There are many different people who are feminist and not all of them think and act alike. BUT, it seems that all of them espouse and support this idea that women should get special treatment so they can be "equal". I don''t know, call it irony, or call it stupidity but how can you be "equal" if the standards must be lowered to allow you to compete. There is this feeling by many women that it would be a good thing if the military was half women. Would it? Do you seriously think women can carry 60 lb packs, live in the mud and blood for a week to months at a time and be effective fighting men? Let's give them the benefit of the doubt, I suggest a compromise: Let's require allwomen sign up for the draft and that in the event of war or need women be drafted without regard to their individual wishes just as men would be. Now THAT would be "equality".

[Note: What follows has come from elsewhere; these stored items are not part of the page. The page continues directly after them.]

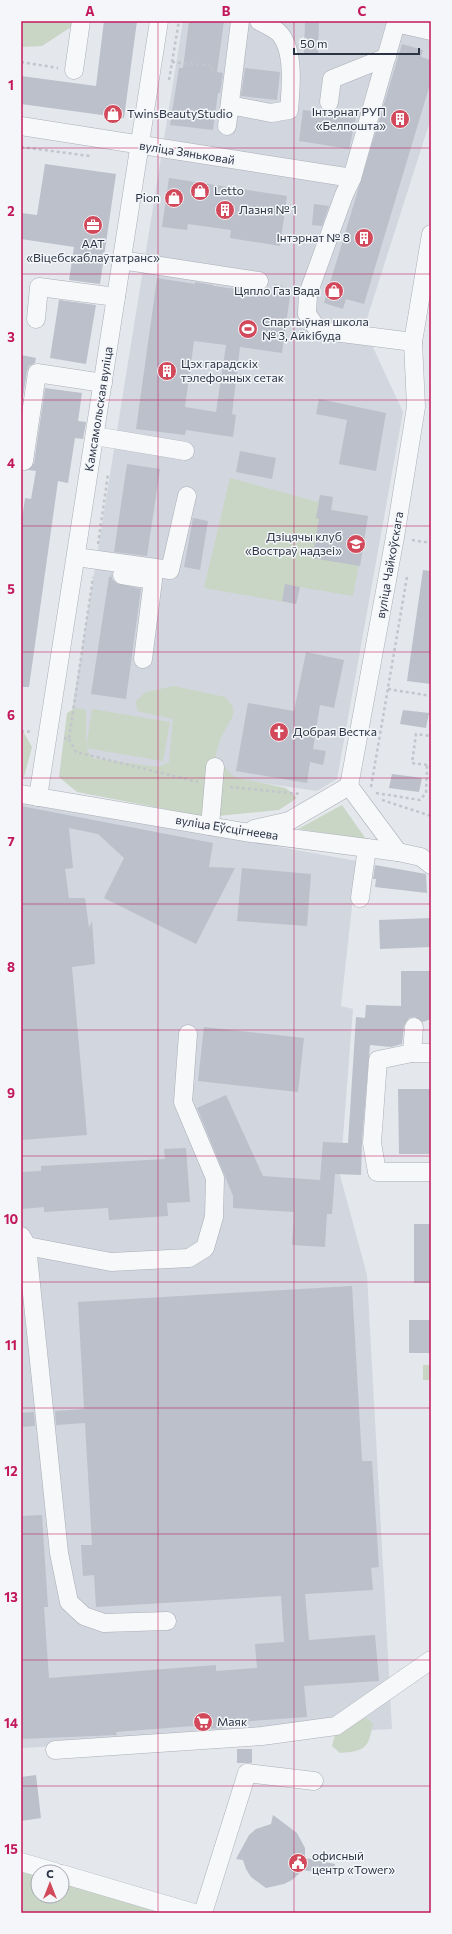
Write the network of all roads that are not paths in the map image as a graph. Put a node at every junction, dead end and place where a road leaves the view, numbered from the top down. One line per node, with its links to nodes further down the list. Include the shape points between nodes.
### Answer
1 (81, 21): 7 (street)
2 (159, 21): 12 (street, Камсамольская вуліца)
3 (240, 21): 9 (street)
4 (259, 21): 9 (street, via 278,32 286,47 291,63 289,110 271,113)
5 (431, 31): 6 (street, via 396,23)
6 (387, 57): 8 (street, via 332,79); 13 (street)
7 (74, 70)
8 (329, 102)
9 (230, 105): 11 (street)
10 (21, 126): 12 (street, вуліца Зяньковай)
11 (227, 126)
12 (138, 145): 13 (street, вуліца Зяньковай); 15 (street, Камсамольская вуліца)
13 (352, 178): 19 (street, via 308,294 307,314 318,330)
14 (431, 234): 19 (street, вуліца Чайкоўскага)
15 (121, 260): 16 (street); 17 (street, Камсамольская вуліца)
16 (259, 281)
17 (116, 297): 18 (street, via 40,287); 20 (street, Камсамольская вуліца)
18 (36, 319)
19 (413, 342): 28 (street, вуліца Чайкоўскага, via 416,406 395,538)
20 (103, 384): 21 (street, Камсамольская вуліца); 23 (street, via 37,373)
21 (95, 436): 22 (street); 25 (street, Камсамольская вуліца)
22 (185, 452)
23 (24, 461)
24 (187, 496): 25 (street, via 170,570)
25 (75, 562): 26 (street, via 154,580); 29 (street, Камсамольская вуліца)
26 (143, 659)
27 (215, 767): 30 (street)
28 (349, 786): 31 (street, via 289,821); 33 (street)
29 (30, 796): 30 (street, вуліца Еўсцігнеева)
30 (210, 826): 31 (street, вуліца Еўсцігнеева)
31 (244, 832): 32 (street, вуліца Еўсцігнеева)
32 (367, 848): 33 (street, вуліца Еўсцігнеева); 35 (street)
33 (398, 852): 34 (street, вуліца Еўсцігнеева, via 421,857)
34 (431, 865)
35 (360, 898)
36 (414, 1027): 38 (street)
37 (188, 1034): 41 (street, via 182,1102 215,1178 214,1217 205,1248 188,1258 111,1262)
38 (412, 1053): 39 (street); 40 (street, via 378,1060 372,1143 376,1172)
39 (431, 1053)
40 (431, 1172)
41 (24, 1241): 42 (street, via 60,1553 69,1602 84,1616 104,1623)
42 (167, 1621)
43 (431, 1660): 44 (street, via 336,1726 262,1736)
44 (55, 1750)
45 (314, 1781): 48 (street, via 247,1773)
46 (70, 1876): 47 (street)
47 (194, 1913)
48 (203, 1913)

Yep, cracks me up. Women HAVE equality. If I woman wants to give 80 hours a week to her job and come home too exhausted to do so much as pay the bills (never mind having anything to give anyone else), she can, in fact, earn the same paycheck as a man. Of course, I don't really want a man to have to live wasting his soul on the work-spend-waste treadmill either, but that's beside the point.Life involves choices. If you choose to invest all your energy in your career, you make more money, regardless of gender. I know a woman who earns $100K+ as a research and development engineer. She's good at it. Her husband and her parents pretty much raised the kids. They were good at it. It all worked out-- but she understood that it wasn't a "poor woman" thing. She had to make a choice. Male or female, life isn't going to give you everything you want-- especially if you want everything. As a general rule, the adage "time is money" applies. You can have large amounts of money to spend, or large amounts of time to spend on other things. Unless you're born rich, hit the lottery, or develop a really great business model (or really successful Ponzi scheme), you generally don't get both.That's not gender discrimination-- that's LIFE.
Very well said, Patrice.
I photograph headstones so I have been to few cemeteries. I have never seen a headstone for a woman that states "Here lies Sue she was the most highly paid banker according to Forbes or Here lives Mary she could raise potatoes, butcher pigs and set a fancy table. In the end it doesn't matter what your title was it matters the kind of person your will be remembered for being.
As our pastor sagely observed, "Sin makes you stupid."
I feel sympathy for the writer. I too was a feminist sitting in my cubicle, reading rural-revolution and mrmoneymustache while my female coworkers bitched and moaned on our internal Parents Connect mailing list about the need for paid maternity leave and more work life balance. After reading the blogs and realizing the "we can't afford to have one parent stay home" excuse was bullschlocka as Patrice and Mr. Mustache demonstrate through their blogs, and after realizing how truely inconsequential my job was in the grand scheme of things, I am proud to say I am now a stay at home mom. Side benefit: dropping 15 lbs simply from eating more at home and not sitting in a cubicle all day. Thank you, Patrice.
Whoo-hoo, congrats! Would you consider writing up your story so I can post it on the blog?- Patrice
Sure, I'll give it a shot. Give me a week or so?
Sent to the hotmail address Don used in the advertising post a couple days ago. Cheers!